Zitate und Textstellen

  • »Die beiden kannten sich aus der gemeinsamen Schulzeit, waren also, was ihre Eigenarten und Interessen betraf, über Jahre miteinander vertraut, und sie hatten mit dem Haus in der Dorotheenstraße etwas gefunden, das ihnen das Gefühl von Geborgenheit gab, [...].«
    – S. 73

    Zu Beginn der Novelle führt der Erzähler den Leser in die Welt Gottfried Klausens. Dabei zeichnet er ein stereotypisches Bild von einem glücklichen Ehepaar, das sich seit vielen Jahren kennt und miteinander vertraut ist. Auch teilen sie ein gemeinsames Heim, in dem sie sich geborgen fühlen. Folglich erscheint Gottfried als ein zufriedener Ehemann. Vor diesem Hintergrund ist der plötzliche Zerfall der Ehe, die mögliche Untreue Xenias sowie Gottfrieds Einsamkeit eine drastische Wendung. Die Vertrautheit und Geborgenheit, die zu Beginn dem Leser vorgestellt werden, entpuppen sich als Schein.

  • »›Vielleicht hätte ich doch nicht hierherkommen sollen‹, dachte er, als er auf einer Brücke stand und bemerkte, wie kalt ihm der Wind ins Gesicht blies [...].«
    – S. 76

    Gottfried ist zu diesem Zeitpunkt bereits nach London gezogen. Die ersten Wochen sind vergangen. Mit seiner Frau hält er über das Telefon Kontakt, doch wegen der größeren Wohnung, in die sie mit ihm ziehen könnte, muss er sie stets vertrösten. Dieser neue Lebensabschnitt setzt Gottfried zu. Als er dann auf der Brücke bei der Themse steht, versucht er, ein Stück von Heimat und Geborgenheit zu verspüren, wie in Berlin auf der Nathanbrücke. Doch stattdessen hinterfragt Gottfried seine Entscheidung, nach London zu ziehen. Das schlechte Wetter belastet ihn zusätzlich.

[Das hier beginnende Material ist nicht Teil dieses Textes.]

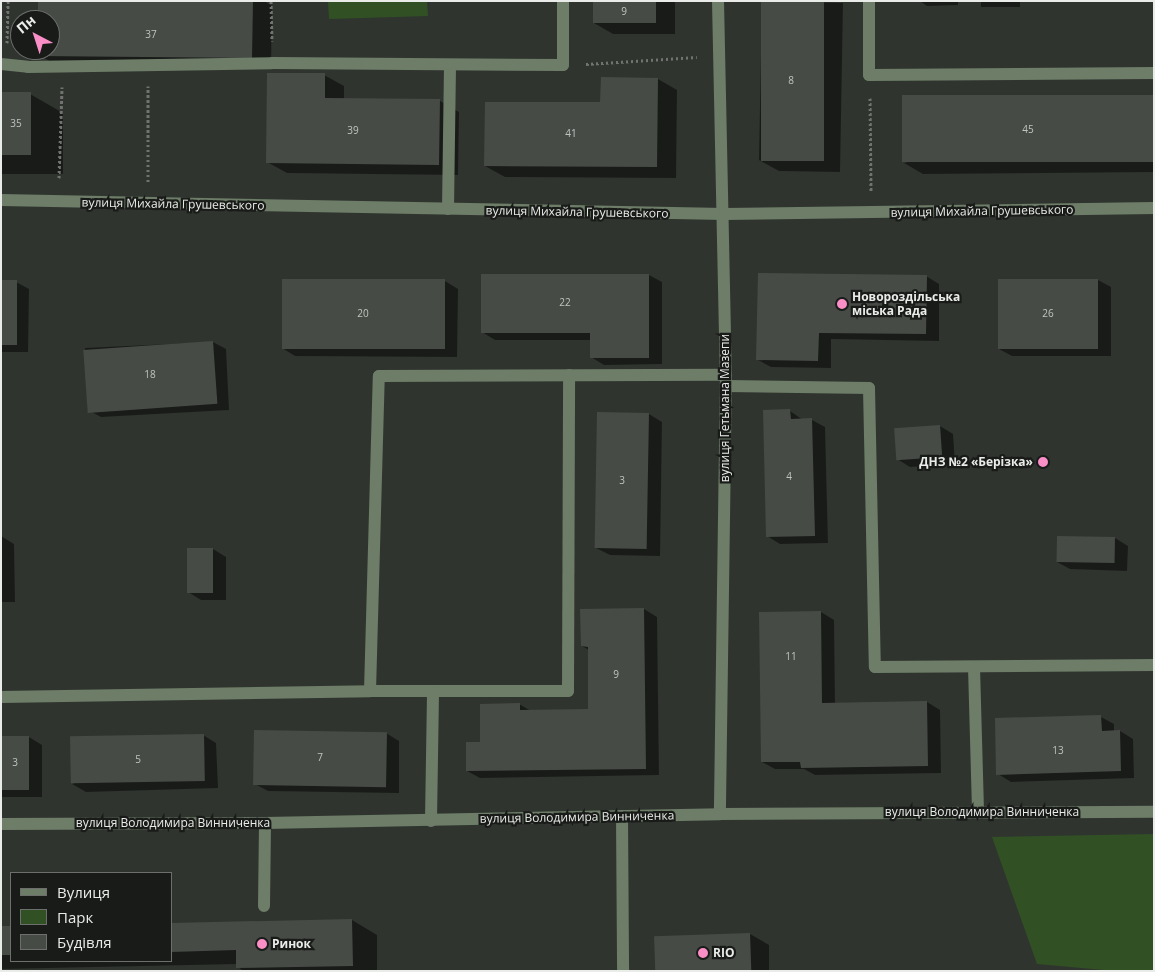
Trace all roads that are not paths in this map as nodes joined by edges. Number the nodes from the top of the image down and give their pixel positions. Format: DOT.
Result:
graph roads {
  1 [pos="563,1"];
  2 [pos="718,1"];
  3 [pos="869,1"];
  4 [pos="4,64"];
  5 [pos="450,65"];
  6 [pos="1154,73"];
  7 [pos="1,200"];
  8 [pos="1154,208"];
  9 [pos="448,209"];
  10 [pos="724,214"];
  11 [pos="569,375"];
  12 [pos="726,380"];
  13 [pos="1154,665"];
  14 [pos="974,666"];
  15 [pos="370,691"];
  16 [pos="433,692"];
  17 [pos="1,697"];
  18 [pos="978,812"];
  19 [pos="1154,812"];
  20 [pos="720,814"];
  21 [pos="622,816"];
  22 [pos="431,820"];
  23 [pos="265,823"];
  24 [pos="1,824"];
  25 [pos="264,906"];
  26 [pos="623,971"];
  1 -- 5 [label="street"];
  2 -- 10 [label="street, вулиця Гетьмана Мазепи"];
  3 -- 6 [label="street"];
  4 -- 5 [label="street"];
  5 -- 9 [label="street"];
  7 -- 9 [label="street, вулиця Михайла Грушевського"];
  8 -- 10 [label="street, вулиця Михайла Грушевського"];
  9 -- 10 [label="street, вулиця Михайла Грушевського"];
  10 -- 12 [label="street, вулиця Гетьмана Мазепи"];
  11 -- 12 [label="street"];
  11 -- 15 [label="street"];
  11 -- 16 [label="street"];
  12 -- 14 [label="street"];
  12 -- 20 [label="street, вулиця Гетьмана Мазепи"];
  13 -- 14 [label="street"];
  14 -- 18 [label="street"];
  15 -- 16 [label="street"];
  15 -- 17 [label="street"];
  16 -- 22 [label="street"];
  18 -- 19 [label="street, вулиця Володимира Винниченка"];
  18 -- 20 [label="street, вулиця Володимира Винниченка"];
  20 -- 21 [label="street, вулиця Володимира Винниченка"];
  21 -- 22 [label="street, вулиця Володимира Винниченка"];
  21 -- 26 [label="street"];
  22 -- 23 [label="street, вулиця Володимира Винниченка"];
  23 -- 24 [label="street, вулиця Володимира Винниченка"];
  23 -- 25 [label="street"];
}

  • »[...] er staunte, dass ihm dort in bunten Kostümen und mit wilden, eindringlichen Gebärden ein Mann vorgeführt wurde, der vorgab, seine Frau bedingungslos zu lieben und der sich trotzdem weigerte, die Untreue, die man ihr angedichtet hatte, auf vernünftige Weise zu hinterfragen.«
    – S. 77-78

    Gottfried ist charakterlich als ein rationaler Mensch zu beschreiben. Auch beruflich recherchiert er gründlich und umgibt sich mit Fakten. Als er ins Theater geht, um etwas Abwechslung zu erfahren, taucht er in eine Welt der Illusion ein. Doch auch an dieser Stelle hinterfragt Gottfried, wie sonst auch, mit seiner Vernunft das Bühnengeschehen. Er sieht es als unglaubwürdig und irrational an, dass ein Mann vorgibt, seine Frau bedingungslos zu lieben, und ihr dennoch keinen Glauben schenkt. Diese Situation innerhalb der Handlung erscheint als Ironie. Es ist nämlich Gottfried selbst, der im Verlauf der Handlung seinen auf Vernunft gegründeten Bewertungsmaßstab verliert. Er verdächtigt seine Frau Xenia, untreu zu sein und ist nicht bereit, seinen Verdacht vernünftig zu überprüfen.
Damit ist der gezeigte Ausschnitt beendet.